Let’s provide the model with all of the penguin samples and visually inspect how the linear regression model performs.
x_data_all, y_data_all = pre_process_linear(dataset["body_mass_g"], dataset["bill_depth_mm"])
y_predictions = predict_linear_model(trained_model, x_data_all, y_data_all)
plt.scatter(x_data_all, y_data_all, label="all data")
plt.scatter(x_data, y_data, label="training data")
plt.plot(x_data_all, y_predictions, label="fit")
plt.plot(x_data_all, y_predictions, "rx", label="predictions")
plt.xlabel("mass g")
plt.ylabel("depth mm")
plt.legend()
plt.show()
Oh dear. It looks like our linear regression fits okay for our subset of the penguin data, and a few additional samples, but there appears to be a cluster of points that are poorly predicted by our model.
This is a classic Machine Learning scenario known as over-fitting
We have trained our model on a specific set of data, and our model has learnt to reproduce those specific answers at the expense of creating a more generally-applicable model. Over fitting is the ML equivalent of learning an exam papers mark scheme off by heart, rather than understanding and answering the questions.

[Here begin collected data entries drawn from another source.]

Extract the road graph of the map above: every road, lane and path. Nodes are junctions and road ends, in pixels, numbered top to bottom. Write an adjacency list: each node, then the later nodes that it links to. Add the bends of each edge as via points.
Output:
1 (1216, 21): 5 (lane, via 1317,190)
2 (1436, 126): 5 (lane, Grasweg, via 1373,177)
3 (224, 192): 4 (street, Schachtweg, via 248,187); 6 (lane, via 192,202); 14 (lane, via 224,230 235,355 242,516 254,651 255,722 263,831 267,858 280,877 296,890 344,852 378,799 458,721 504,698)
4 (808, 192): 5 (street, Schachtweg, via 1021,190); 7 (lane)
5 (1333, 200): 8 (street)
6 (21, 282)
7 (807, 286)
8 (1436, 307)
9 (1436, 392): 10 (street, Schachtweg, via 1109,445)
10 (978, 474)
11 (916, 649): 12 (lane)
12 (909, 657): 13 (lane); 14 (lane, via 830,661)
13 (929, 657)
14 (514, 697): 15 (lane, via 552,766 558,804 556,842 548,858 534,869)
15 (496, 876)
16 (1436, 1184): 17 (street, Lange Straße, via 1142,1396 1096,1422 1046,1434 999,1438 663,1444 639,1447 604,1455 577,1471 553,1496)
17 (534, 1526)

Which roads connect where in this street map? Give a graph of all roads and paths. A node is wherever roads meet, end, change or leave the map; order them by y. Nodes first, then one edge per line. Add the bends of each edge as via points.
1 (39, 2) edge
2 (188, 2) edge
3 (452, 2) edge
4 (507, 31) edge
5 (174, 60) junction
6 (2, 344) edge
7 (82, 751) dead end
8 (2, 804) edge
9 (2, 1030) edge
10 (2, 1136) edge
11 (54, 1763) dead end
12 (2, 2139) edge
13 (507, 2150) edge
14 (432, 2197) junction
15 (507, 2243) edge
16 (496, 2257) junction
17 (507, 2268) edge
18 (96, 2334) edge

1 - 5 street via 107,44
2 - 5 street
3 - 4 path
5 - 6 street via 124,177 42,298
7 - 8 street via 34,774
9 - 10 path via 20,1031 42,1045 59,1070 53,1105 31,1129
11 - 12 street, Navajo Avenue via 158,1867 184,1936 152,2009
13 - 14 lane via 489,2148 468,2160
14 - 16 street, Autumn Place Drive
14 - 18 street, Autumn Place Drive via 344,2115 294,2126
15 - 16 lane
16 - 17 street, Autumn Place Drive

Perhaps our model is too simple? Perhaps our data is more complex than we thought? Perhaps our question/goal needs adjusting? Let’s explore the penguin dataset in more depth in the next section!
Key Points
Scikit-Learn is a Python library with lots of useful machine learning functions.
Scikit-Learn includes a linear regression function.
Scikit-Learn can perform polynomial regressions to model non-linear data.